Le Laboratoire aérodynamique Eiffel d'Auteuil (Paris 16e) a 100 ans. Conçue par l'illustre ingénieur Gustave Eiffel en 1912, cette soufflerie classée monument historique est restée en activité. Elle demeure un outil scientifique déterminant dans plusieurs domaines d'expertise tels que l'architecture, l'urbanisme climatique, le génie civil ou l'aéraulique industrielle. Zoom.

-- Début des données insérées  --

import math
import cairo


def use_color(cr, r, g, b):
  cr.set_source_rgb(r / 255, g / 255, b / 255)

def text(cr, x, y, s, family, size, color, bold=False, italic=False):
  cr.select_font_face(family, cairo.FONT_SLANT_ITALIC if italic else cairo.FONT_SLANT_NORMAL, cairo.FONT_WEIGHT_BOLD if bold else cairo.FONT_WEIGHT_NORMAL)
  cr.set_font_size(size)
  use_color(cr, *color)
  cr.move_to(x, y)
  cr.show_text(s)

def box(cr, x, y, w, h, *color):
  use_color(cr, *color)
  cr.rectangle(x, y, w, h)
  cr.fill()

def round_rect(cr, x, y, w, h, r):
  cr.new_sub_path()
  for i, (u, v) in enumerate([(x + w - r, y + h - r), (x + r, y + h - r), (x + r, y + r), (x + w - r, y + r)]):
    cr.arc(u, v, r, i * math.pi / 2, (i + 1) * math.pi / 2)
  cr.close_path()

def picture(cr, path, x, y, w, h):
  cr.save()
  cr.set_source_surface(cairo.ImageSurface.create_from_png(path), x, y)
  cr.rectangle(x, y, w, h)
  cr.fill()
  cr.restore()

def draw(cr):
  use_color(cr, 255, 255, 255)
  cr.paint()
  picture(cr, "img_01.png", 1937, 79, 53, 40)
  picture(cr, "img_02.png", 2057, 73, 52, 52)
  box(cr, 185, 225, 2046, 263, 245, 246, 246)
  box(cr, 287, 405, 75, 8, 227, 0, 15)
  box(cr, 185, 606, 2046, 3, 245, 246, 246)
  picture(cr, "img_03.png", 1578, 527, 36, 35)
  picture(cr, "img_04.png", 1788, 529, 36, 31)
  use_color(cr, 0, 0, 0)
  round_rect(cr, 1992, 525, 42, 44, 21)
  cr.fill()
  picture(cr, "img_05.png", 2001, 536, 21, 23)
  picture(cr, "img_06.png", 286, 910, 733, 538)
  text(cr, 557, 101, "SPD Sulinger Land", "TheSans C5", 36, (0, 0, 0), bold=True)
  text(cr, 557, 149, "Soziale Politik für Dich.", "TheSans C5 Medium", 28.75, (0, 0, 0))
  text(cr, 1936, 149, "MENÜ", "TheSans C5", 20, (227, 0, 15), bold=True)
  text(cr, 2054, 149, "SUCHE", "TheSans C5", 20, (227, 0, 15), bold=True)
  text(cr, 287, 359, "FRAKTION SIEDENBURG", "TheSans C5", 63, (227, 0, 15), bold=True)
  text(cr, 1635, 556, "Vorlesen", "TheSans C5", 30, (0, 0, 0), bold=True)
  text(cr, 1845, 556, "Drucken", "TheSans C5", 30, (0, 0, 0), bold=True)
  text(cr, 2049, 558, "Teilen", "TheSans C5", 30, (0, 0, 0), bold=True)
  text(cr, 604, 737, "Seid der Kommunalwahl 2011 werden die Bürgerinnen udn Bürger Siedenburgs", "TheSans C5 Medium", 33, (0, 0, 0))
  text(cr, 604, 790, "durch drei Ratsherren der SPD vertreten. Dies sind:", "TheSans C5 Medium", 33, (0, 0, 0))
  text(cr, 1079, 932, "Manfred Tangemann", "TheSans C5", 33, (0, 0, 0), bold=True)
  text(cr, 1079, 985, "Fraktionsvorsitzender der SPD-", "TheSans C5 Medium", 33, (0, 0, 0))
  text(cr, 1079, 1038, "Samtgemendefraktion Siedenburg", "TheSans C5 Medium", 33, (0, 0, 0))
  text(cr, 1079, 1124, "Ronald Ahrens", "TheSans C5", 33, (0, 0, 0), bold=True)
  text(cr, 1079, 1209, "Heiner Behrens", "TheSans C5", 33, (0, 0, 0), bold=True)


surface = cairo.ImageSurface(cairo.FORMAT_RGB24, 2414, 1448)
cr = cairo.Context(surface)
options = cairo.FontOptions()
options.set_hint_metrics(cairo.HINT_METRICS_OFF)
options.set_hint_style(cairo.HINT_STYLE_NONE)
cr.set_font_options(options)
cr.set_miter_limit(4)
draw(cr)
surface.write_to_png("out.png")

Inaugurée le 19 mars 1912 (un mois avant le naufrage du Titanic), la soufflerie d'Auteuil a permis à Gustave Eiffel de poursuivre ses travaux sur la résistance de l'air puis sur l'aérodynamique, entrepris dès 1903. A l'époque déjà, l'équipement est à la pointe de la technologie : outre des essais sur les profils d'ailes et d'hélices d'avions, le père de la « Tour de 300 mètres » a rapidement mené des travaux sur des maquettes de bâtiments afin d'observer les effets du vent (hangars d'aviation notamment). Dès lors, le laboratoire aérodynamique participera à de nombreuses études, campagnes d'essais, expérimentations et recherches dans de nombreux domaines d'excellence liés à la construction : architecture et urbanisme climatique, ventilation naturelle, environnement, aéraulique industrielle, génie civil et tenue au vent des ouvrages, etc.

 

Outil de travail du CSTB
Construite en bois et toile (comme les ailes d'avions de 1912), la soufflerie est pourtant toujours d'actualité de nos jours, grâce à des systèmes de mesure complémentaires qui ont, eux, beaucoup évolué au cours des décennies. Adaptée aux grandes évolutions techniques, l'installation est depuis 2001 la propriété du CSTB (Centre Scientifique et Technique du Bâtiment) qui, après chargé l'architecte François Pélegrin de sa réhabilitation, continue de l'utiliser. Elle permet à l'organisme de proposer des interventions, notamment pour le compte du département CAPE (Climatologie, aérodynamique, pollution, épuration), en réalisant des études pour la conception de bâtiments, de quartiers ou de villes durables ou pour la vérification expérimentale de données obtenues par simulation numérique. La soufflerie collabore également avec le LABE (Laboratoire Européen d'Acoustique du Bâtiment) afin de mesurer des bruits aéro-acoustiques.

 

Ainsi,« cet instrument scientifique chargé d'histoire, demeure plus que jamais en activité », déclare Bertrand Delcambre, le président du CSTB. Malgré ses 100 ans, le Laboratoire aérodynamique offre encore de belles perspectives de développement : notamment grâce à l'arrivée de nouveaux outils de mesure (visualisation physique pour les maquettes d'architecture pour le vent et les champs de vitesse), outils de simulation d'exposition solaire (ombre portée et flux). La soufflerie Eiffel continue donc d'apporter une contribution scientifique déterminante dans de nombreux domaines : un motif de fierté pour son créateur qui avait voulu vaincre le vent.

 

Soufflerie Eiffel :
Localisation : Auteuil, Paris 16e ;
Diamètre : 2 mètres de diamètre sur 2,37 m de long (dimension de la veine non-guidée où sont placées les maquettes) ;
Longueur de l'installation : 16 mètres ;
Vitesse du vent : de 0 à 30 m/s (110 km/h) ;
Taux de turbulence : 1 à 2 % ;
Niveaux de pression globaux : de 43 à 82 dB(A) ;
Equipements : 96 capteurs de pression synchrones, balance dynamométrique 6 composantes synchrones, banc aéraulique, analyseur de gaz (CO2 ou éthane), thermocouple, anémomètre à fil chaud, générateur de fumée, enduit gras de visualisation pariétale, etc.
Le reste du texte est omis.